Arthur Barlowe (1550–1620) was one of two English captains (the other was Philip Amadas) who, under the direction of Sir Walter Raleigh, left England in 1584 to find land in North America to claim for Queen Elizabeth I of England. His account survives in a letter written to Raleigh as a report on their journey. It is one of the earliest detailed English commercial reports written from direct observation about any place in North America and has been called "one of the clearest contemporary pictures of the contact of Europeans with North American Indians."
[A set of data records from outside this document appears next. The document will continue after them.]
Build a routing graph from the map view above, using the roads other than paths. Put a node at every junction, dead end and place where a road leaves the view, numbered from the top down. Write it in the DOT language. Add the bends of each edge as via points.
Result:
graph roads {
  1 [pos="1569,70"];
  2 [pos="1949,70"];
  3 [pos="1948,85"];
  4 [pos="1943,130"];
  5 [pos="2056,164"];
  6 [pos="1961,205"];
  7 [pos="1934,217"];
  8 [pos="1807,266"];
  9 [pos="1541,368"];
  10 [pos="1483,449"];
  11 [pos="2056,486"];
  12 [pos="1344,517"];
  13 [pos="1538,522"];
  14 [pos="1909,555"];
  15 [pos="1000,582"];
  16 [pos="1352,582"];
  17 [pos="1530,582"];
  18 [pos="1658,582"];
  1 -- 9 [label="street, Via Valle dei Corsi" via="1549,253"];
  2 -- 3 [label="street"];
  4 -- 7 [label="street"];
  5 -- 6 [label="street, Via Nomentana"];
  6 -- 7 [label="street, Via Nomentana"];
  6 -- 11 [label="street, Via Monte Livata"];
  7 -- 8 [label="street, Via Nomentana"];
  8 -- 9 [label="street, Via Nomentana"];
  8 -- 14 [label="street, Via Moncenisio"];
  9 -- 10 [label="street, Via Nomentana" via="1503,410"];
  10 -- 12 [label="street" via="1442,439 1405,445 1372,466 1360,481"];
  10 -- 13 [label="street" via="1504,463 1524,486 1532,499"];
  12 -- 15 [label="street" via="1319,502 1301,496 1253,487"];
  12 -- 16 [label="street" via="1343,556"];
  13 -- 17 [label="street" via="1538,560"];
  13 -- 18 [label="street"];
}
Barlowe and Philip Amadas departed England with two ships on 27 April, sailing down to the Canary Islands and then on to the West Indies, where they stopped briefly for food and water before sailing north along the eastern coast of Florida. After eleven days they came to shallow water and smelled "so sweet, and so strong a smell, as if we had been in the midst of some delicate garden," indicating that land was nearby. Two days later (4 July), they saw the coast and continued to sail for 120 miles until they could find an entrance or river going in from the sea. They finally landed on the outer banks of what is now the Pamlico Sound of North Carolina. Barlowe described the land as a place where "in all the world the like abundance is not to be found...." On the third day after their arrival, three locals approached in a canoe. One boarded the English ships willingly, exchanged goods, and displayed fishing skills. The next day Barlowe and his crew were met by a large group of the Secotan tribe, led by their king's brother Granganimeo. Their king, Wingina, was unable to be there because of a leg wound sustained during a battle with a neighboring tribe. Several of the natives accompanied them as they sailed north to Roanoke island. There they found a Secotan village, where, according to Barlowe, they were treated with great hospitality and generosity. Barlowe described the people of the village as "gentle, loving and faithful, void of all guile and treason, and such as live after the manner of the golden age." The English spent 10 days exploring and then returned to England, reaching home by mid-September 1584. Barlowe ended up having the King come to the Land with his family and this led to the future colonization of Virginia.

The discovery of Roanoke Island and the coast of North Carolina led to the establishment of the Roanoke Colony. This colony at Roanoke Island would later be known as the "Lost Colony," whose members are presumed to have either starved to death or been incorporated into one of the local native American Indian populations.